CHRD started PIL on mining-related cases in 2005 and since then carried out around 40 cases to protect the rights of local communities. They mostly relate the cases to a variety of issues concerning illegal licenses, inadequate environmental impact assessment, violation of water law, violation of environmental protection law leaving mines without rehabilitation, and the contamination of soil and water by toxic chemicals.  Urantulkhuur stressed that PIL is a strategic tool adopted by CHRD because it promotes the interests of all communities. CHRD worked on the court case to cancel two extraction licenses issued illegally on the Burenkhaan phosphate deposit in Khuvsgul aimag. They have successfully completed the case in 2014 after the court hearings.

Apart from PIL, Urantulkhuur also shared that advocacy work is just as important to undertake ecologically valuable lands into state protection. She discussed the public campaign in 11 soums of Dornod aimag (Eastern province) to consider 13 ecologically valuable lands into state protection. After five years of advocacy work, in 2019, the State Great Khural (Mongolian Parliament) issued a resolution to undertake those lands into state protection.

Marching forward

To close the discussion, Urantulkhuur shared the important lessons in the advocacy work and public campaigns. CHRD has maximized public spaces to raise public awareness on human rights violations. To do this effective, solidarity building and learning from and cooperating with international non-government organizations (INGOs) and regional CSOs because according to her numbers matter.

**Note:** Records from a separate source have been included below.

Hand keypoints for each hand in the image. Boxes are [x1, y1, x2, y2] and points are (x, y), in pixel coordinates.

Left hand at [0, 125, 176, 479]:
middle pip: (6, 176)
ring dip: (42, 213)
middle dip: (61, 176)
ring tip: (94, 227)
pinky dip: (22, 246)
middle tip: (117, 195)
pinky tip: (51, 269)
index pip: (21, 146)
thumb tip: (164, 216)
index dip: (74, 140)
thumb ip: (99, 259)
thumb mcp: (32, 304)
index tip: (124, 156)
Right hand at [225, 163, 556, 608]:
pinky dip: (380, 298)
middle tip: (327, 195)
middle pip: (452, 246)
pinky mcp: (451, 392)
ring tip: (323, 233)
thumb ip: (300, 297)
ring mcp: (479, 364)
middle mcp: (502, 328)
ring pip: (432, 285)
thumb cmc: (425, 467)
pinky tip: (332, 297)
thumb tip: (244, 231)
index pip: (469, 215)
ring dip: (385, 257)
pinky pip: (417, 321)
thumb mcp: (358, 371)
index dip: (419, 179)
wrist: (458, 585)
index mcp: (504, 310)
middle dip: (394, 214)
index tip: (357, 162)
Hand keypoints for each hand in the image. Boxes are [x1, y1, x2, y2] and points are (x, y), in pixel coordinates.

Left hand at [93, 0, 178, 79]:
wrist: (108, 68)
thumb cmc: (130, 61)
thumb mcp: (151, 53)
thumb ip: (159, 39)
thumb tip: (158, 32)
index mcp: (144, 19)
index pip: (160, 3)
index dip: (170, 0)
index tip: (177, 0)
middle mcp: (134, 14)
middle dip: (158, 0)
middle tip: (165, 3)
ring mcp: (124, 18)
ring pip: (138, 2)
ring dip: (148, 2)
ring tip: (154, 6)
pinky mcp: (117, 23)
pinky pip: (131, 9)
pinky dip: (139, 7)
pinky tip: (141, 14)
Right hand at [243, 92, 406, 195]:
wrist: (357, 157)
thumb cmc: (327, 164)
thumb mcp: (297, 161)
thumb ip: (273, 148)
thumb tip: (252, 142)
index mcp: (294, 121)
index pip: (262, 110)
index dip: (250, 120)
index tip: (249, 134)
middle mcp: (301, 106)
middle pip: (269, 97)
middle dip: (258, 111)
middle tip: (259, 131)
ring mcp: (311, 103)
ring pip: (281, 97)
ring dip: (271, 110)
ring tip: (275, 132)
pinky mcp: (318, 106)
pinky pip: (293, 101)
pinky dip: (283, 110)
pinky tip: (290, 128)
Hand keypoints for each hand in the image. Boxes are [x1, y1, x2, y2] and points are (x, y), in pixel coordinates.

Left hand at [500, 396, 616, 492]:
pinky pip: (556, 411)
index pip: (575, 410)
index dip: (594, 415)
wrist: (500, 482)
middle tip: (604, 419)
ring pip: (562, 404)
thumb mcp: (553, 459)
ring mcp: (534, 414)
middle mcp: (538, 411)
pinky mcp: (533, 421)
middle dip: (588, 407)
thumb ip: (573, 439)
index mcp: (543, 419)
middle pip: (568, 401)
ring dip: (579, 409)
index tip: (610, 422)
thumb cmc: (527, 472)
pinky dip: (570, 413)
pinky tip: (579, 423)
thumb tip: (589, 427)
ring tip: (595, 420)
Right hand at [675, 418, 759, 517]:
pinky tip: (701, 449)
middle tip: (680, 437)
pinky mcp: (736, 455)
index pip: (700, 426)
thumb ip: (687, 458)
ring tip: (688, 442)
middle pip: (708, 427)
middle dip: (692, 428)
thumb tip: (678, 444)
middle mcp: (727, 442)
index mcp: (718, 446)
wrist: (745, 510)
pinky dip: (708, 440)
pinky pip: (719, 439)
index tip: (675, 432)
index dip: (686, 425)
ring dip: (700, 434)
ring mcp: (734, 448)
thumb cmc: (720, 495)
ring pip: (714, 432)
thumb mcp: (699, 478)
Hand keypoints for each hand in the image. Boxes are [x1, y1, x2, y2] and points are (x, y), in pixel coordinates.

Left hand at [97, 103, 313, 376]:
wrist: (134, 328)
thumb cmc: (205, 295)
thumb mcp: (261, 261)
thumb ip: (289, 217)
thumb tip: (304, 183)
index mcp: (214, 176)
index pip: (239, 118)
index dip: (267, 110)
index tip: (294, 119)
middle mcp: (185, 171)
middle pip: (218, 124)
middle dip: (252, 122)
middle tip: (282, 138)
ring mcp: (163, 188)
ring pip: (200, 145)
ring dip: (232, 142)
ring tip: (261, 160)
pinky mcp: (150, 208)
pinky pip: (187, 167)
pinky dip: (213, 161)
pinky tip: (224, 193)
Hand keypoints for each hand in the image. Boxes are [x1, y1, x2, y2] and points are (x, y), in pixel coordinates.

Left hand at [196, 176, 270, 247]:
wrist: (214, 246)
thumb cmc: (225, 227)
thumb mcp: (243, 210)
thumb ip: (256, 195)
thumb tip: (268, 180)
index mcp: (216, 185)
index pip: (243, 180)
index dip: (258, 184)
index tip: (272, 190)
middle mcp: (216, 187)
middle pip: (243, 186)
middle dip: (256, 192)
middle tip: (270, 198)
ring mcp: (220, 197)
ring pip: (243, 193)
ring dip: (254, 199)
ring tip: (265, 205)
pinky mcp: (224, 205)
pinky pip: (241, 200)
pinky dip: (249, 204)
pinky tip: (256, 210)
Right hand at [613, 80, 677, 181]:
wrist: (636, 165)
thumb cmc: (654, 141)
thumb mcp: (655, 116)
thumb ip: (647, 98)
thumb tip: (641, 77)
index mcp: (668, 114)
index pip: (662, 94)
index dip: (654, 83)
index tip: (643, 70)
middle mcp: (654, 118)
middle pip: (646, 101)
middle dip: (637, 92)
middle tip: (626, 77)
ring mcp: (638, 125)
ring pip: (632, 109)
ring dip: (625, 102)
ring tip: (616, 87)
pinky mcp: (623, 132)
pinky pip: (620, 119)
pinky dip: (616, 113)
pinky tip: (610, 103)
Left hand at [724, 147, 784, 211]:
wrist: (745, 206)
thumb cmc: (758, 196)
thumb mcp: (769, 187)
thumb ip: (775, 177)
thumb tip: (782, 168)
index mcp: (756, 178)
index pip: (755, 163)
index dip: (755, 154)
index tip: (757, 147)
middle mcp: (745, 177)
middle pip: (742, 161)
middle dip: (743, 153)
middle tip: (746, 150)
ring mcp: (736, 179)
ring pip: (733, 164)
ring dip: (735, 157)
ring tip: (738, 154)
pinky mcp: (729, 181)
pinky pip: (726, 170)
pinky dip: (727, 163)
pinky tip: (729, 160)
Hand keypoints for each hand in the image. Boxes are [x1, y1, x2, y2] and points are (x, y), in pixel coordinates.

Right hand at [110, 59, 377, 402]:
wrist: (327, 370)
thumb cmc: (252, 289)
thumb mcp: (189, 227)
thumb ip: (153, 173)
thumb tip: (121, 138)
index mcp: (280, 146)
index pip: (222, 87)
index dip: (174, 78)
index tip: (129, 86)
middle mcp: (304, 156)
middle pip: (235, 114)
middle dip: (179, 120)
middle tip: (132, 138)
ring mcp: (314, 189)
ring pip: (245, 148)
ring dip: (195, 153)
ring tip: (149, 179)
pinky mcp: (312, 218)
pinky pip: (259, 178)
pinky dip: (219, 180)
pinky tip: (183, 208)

These efforts by CHRD have resulted in certain policy reforms. There were significant changes in mineral laws, environmental laws for access to information, participation, and justice, and open standing for NGOs on public interest cases. The CHRD is now lobbying for the law on protecting human rights defenders. They strongly recommend to the Mongolian government to strengthen the current draft of the Human Rights Defenders Protection Law in consultation with HRDs, especially those based in rural areas to create an enabling environment for women/human rights defenders.